When you configure a downsampling rule for a time series index, you need to configure only the interval parameter. The time series index automatically performs downsampling on data based on the configurations of the labels and metrics fields. After the downsampling, the data type of the values of the metrics field is changed to aggregate_metric_double, and the system generates the following sub-fields for the metrics field: max, min, sum, and count.
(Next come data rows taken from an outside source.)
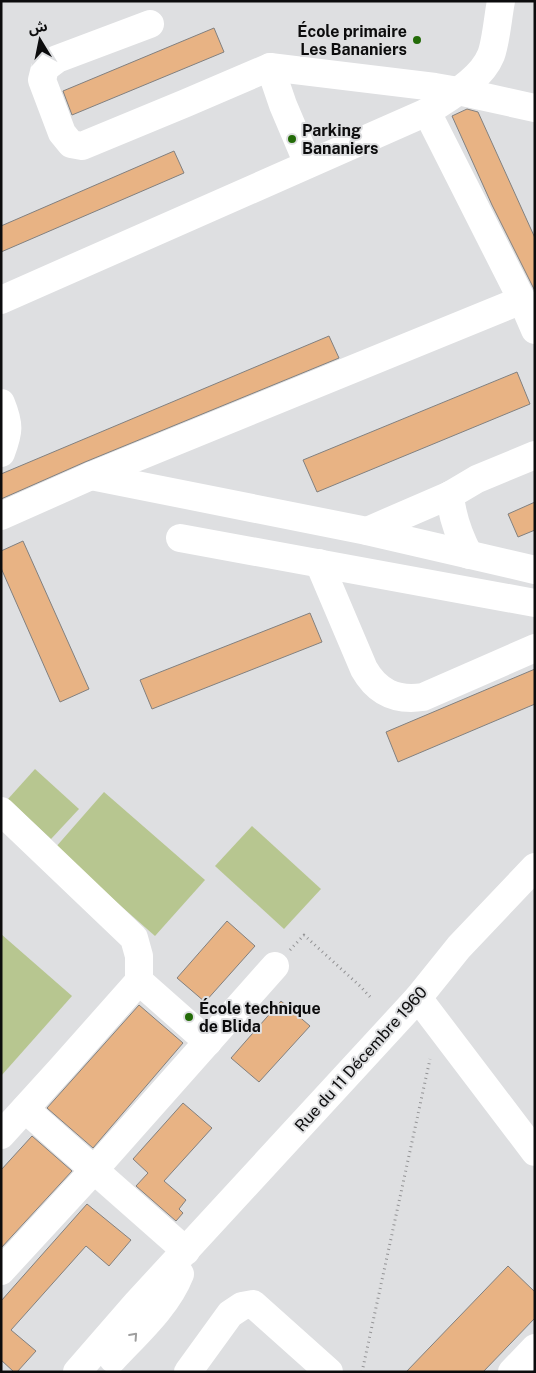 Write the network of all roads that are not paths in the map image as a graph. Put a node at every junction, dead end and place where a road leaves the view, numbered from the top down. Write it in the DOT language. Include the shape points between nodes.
graph roads {
  1 [pos="501,1"];
  2 [pos="150,24"];
  3 [pos="270,67"];
  4 [pos="458,91"];
  5 [pos="533,111"];
  6 [pos="427,112"];
  7 [pos="308,164"];
  8 [pos="1,300"];
  9 [pos="522,300"];
  10 [pos="535,330"];
  11 [pos="1,403"];
  12 [pos="1,453"];
  13 [pos="535,455"];
  14 [pos="92,476"];
  15 [pos="450,495"];
  16 [pos="1,516"];
  17 [pos="367,531"];
  18 [pos="180,538"];
  19 [pos="469,555"];
  20 [pos="319,563"];
  21 [pos="535,570"];
  22 [pos="535,603"];
  23 [pos="535,648"];
  24 [pos="1,811"];
  25 [pos="535,867"];
  26 [pos="275,966"];
  27 [pos="139,981"];
  28 [pos="418,998"];
  29 [pos="208,1042"];
  30 [pos="25,1109"];
  31 [pos="1,1135"];
  32 [pos="535,1152"];
  33 [pos="94,1170"];
  34 [pos="186,1251"];
  35 [pos="1,1271"];
  36 [pos="535,1348"];
  37 [pos="57,1372"];
  38 [pos="77,1372"];
  39 [pos="102,1372"];
  40 [pos="188,1372"];
  41 [pos="329,1372"];
  42 [pos="512,1372"];
  1 -- 4 [label="street" via="492,53 485,67"];
  2 -- 3 [label="street" via="57,59 45,68 42,80 62,132 71,144 82,146"];
  3 -- 4 [label="street"];
  3 -- 7 [label="street"];
  4 -- 5 [label="street"];
  4 -- 6 [label="street"];
  6 -- 7 [label="street"];
  6 -- 9 [label="street"];
  7 -- 8 [label="street"];
  9 -- 10 [label="street"];
  9 -- 14 [label="street"];
  11 -- 12 [label="street" via="7,417 8,436"];
  13 -- 15 [label="street" via="477,479"];
  14 -- 16 [label="street"];
  14 -- 17 [label="street"];
  15 -- 17 [label="street"];
  15 -- 19 [label="street" via="458,532"];
  17 -- 19 [label="street"];
  18 -- 20 [label="street"];
  19 -- 21 [label="street"];
  20 -- 22 [label="street"];
  20 -- 23 [label="street" via="364,669 370,679 388,694 399,698 423,697"];
  24 -- 27 [label="street" via="134,938 139,956"];
  25 -- 28 [label="street, Rue du 11 Décembre 1960" via="459,947"];
  26 -- 29 [label="street"];
  27 -- 29 [label="street"];
  27 -- 30 [label="street"];
  28 -- 32 [label="street"];
  28 -- 34 [label="street, Rue du 11 Décembre 1960"];
  29 -- 33 [label="street"];
  30 -- 31 [label="street"];
  30 -- 33 [label="street"];
  33 -- 34 [label="street"];
  33 -- 35 [label="street"];
  34 -- 37 [label="street, Rue du 11 Décembre 1960" via="146,1274"];
  34 -- 38 [label="street, Rue du 11 Décembre 1960"];
  39 -- 34 [label="street, Rue du 11 Décembre 1960, one-way" via="167,1298 175,1286"];
  36 -- 42 [label="street"];
  40 -- 41 [label="street" via="230,1314 242,1306 253,1304"];
}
Downsampling rules are triggered during the rollover stage. After the downsampling rules are triggered, downsampling is performed on the indexes to which data is no longer written. The system generates a downsampling index for each original index based on the downsampling rules. By default, each downsampling index inherits the settings of the related original index. If you want to customize the settings of a downsampling index, you can configure the settings in the related downsampling rule. For example, if you want to reduce the capacity of a downsampling index, you can reduce the number of primary shards for the index. If you want a downsampling index to be stored for a longer period of time, you can configure an index lifecycle management (ILM) policy for the index.
PUT _time_stream/{name}
{
"time_stream": {
"downsample": [
{
"interval": "1m",
"settings": {
"index.lifecycle.name": "my-rollup-ilm-policy_60m",
"index.number_of_shards": "1"
}
},
{
"interval": "10m"
}
]
}
}
Parameter | Required | Description |
interval | Yes | The interval at which downsampling is performed. During the downsampling, data is rolled up at the interval specified by this parameter. You can specify a maximum of five intervals. If you specify more than one interval, you must make sure that the intervals are multiples. For example, you can specify 1m, 10m, and 60m. |
settings | No | The settings of a downsampling index, such as the settings related to the lifecycle and the number of primary shards. |